= Ecological validity =

Relevance of a study's variables and conclusions to real-world context

In the behavioral sciences, ecological validity is often used to refer to the judgment of whether a given study's variables and conclusions (often collected in lab) are sufficiently relevant to its population (e.g. the "real world" context). Psychological studies are usually conducted in laboratories though the goal of these studies is to understand human behavior in the real-world. Ideally, an experiment would have generalizable results that predict behavior outside of the lab, thus having more ecological validity. Ecological validity can be considered a commentary on the relative strength of a study's implication(s) for policy, society, culture, etc.

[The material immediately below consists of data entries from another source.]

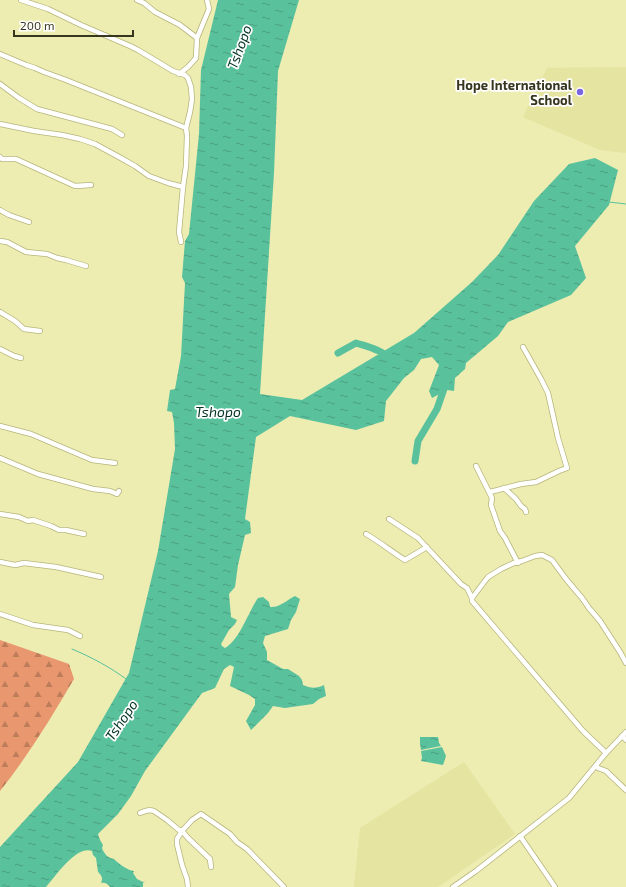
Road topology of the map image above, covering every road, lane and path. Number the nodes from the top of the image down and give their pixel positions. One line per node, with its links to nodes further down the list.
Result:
1 (21, 0): 6 (street)
2 (137, 0): 4 (street)
3 (207, 0): 4 (street)
4 (197, 38): 6 (street)
5 (0, 54): 9 (street)
6 (179, 74): 9 (street)
7 (0, 84): 10 (street)
8 (0, 124): 13 (street)
9 (186, 128): 13 (street)
10 (122, 135)
11 (0, 157): 12 (street)
12 (91, 185)
13 (183, 187): 17 (street)
14 (0, 210): 15 (street)
15 (29, 222)
16 (0, 241): 18 (street)
17 (181, 242)
18 (86, 266)
19 (0, 312): 20 (street)
20 (40, 331)
21 (523, 347): 28 (street)
22 (0, 349): 23 (street)
23 (21, 358)
24 (0, 426): 26 (street)
25 (0, 458): 29 (street)
26 (115, 464)
27 (476, 466): 30 (street)
28 (504, 488): 30 (street); 31 (street)
29 (119, 491)
30 (490, 492): 38 (street)
31 (526, 512)
32 (0, 514): 34 (street)
33 (389, 519): 36 (street)
34 (84, 534)
35 (366, 534): 36 (street)
36 (427, 547): 40 (street)
37 (0, 562): 39 (street)
38 (518, 563): 40 (street); 43 (street)
39 (101, 577)
40 (472, 598): 47 (street)
41 (0, 614): 42 (street)
42 (80, 636)
43 (626, 663)
44 (626, 732): 45 (street)
45 (622, 736): 46 (street); 47 (street)
46 (626, 740)
47 (606, 753): 48 (street)
48 (596, 766): 49 (street); 52 (street)
49 (626, 790)
50 (140, 813): 51 (street)
51 (182, 831): 53 (street); 54 (street); 55 (street)
52 (520, 836): 56 (street); 57 (street)
53 (211, 867)
54 (188, 887)
55 (284, 887)
56 (453, 887)
57 (555, 887)

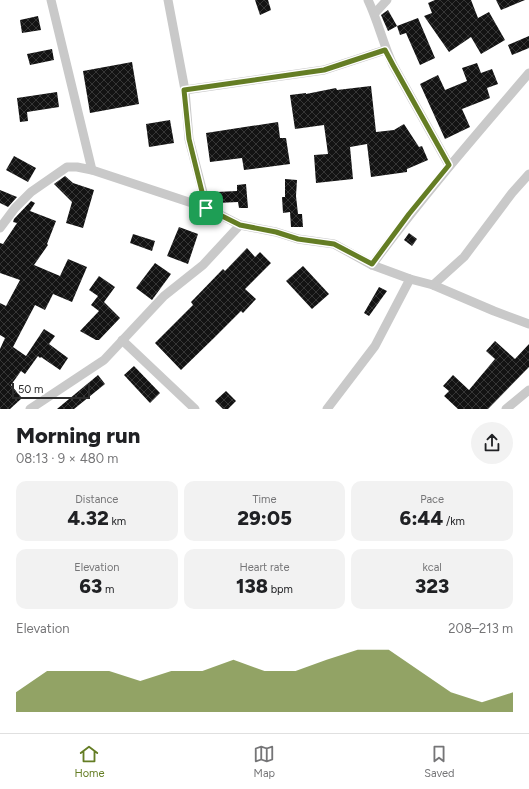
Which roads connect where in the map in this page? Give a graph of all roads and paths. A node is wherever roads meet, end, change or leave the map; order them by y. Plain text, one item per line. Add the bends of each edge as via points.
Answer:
1 (51, 0) edge
2 (168, 0) edge
3 (368, 0) edge
4 (387, 0) edge
5 (375, 14) junction
6 (385, 50) junction
7 (529, 73) edge
8 (184, 90) junction
9 (449, 165) junction
10 (92, 170) junction
11 (529, 174) edge
12 (206, 208) junction
13 (240, 225) junction
14 (0, 228) edge
15 (372, 264) junction
16 (410, 279) junction
17 (433, 285) junction
18 (529, 324) edge
19 (122, 340) junction
20 (529, 390) edge
21 (30, 409) edge
22 (195, 409) edge
23 (327, 409) edge
24 (506, 409) edge

1 - 10 street
2 - 8 street
3 - 5 street
4 - 5 street
5 - 6 street
6 - 8 street via 324,70
6 - 9 street
7 - 9 street
8 - 12 street via 189,139
9 - 15 street
10 - 12 street
10 - 14 street via 67,167 32,192 15,208
11 - 17 street via 464,257
12 - 13 street
13 - 15 street via 298,239 334,244
13 - 19 street via 202,265 164,296
15 - 16 street
16 - 17 street
16 - 23 street via 375,346
17 - 18 street
19 - 21 street via 104,360
19 - 22 street
20 - 24 street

This term was originally coined by Egon Brunswik and held a specific meaning. He regarded ecological validity as the utility of a perceptual cue to predict a property (basically how informative the cue is). For example, high school grades have moderate ecological validity for predicting college grades. Hammond argued that the now common use of the term to refer to generality of research results to the "real world" is inappropriate because it robs the original usage of its meaning.

Due to the evolving and broad definition of ecological validity, problematic usage of this term in modern scientific studies occurs because it is often not clearly defined. In fact, in many cases just being specific about what behavior/context you are testing makes addressing ecological validity unnecessary.

== Comparing ecological validity to mundane realism and external validity ==
The term "ecological validity" is now widely used by researchers unfamiliar with the origins and technical meaning of the term to be broadly equivalent to mundane realism. Mundane realism references the extent to which the experimental situation is similar to situations people are likely to encounter outside the laboratory. For example, mock-jury research is designed to study how people might act if they were jurors during a trial, but many mock-jury studies simply provide written transcripts or summaries of trials while in a classroom or office settings. Such experiments do not approximate the actual look, feel, and procedure of a real courtroom trial, and therefore lack mundane realism.

The better-recognized concern is that of external validity: if the results from such a mock-jury study are reproduced in and generalized across trials where these stimulus materials, settings, and other background characteristics vary, then the measurement process may be deemed externally valid. External validity refers to the ability to generalize study findings in other contexts. Ecological validity, the ability to generalize study findings to the real world, is a subcategory of external validity.

Another example highlighting the differences between these terms is from an experiment that studied pointing—a trait originally attributed uniquely to humans—in captive chimpanzees. This study certainly had external validity because when testing if captive chimps will gesture towards food by pointing, the results were reproduced in different trials and under different conditions. Nevertheless, the ecological validity and mundane realism of this study came into question because researchers were attempting to do cognitive research while disrupting these animals’ natural environment.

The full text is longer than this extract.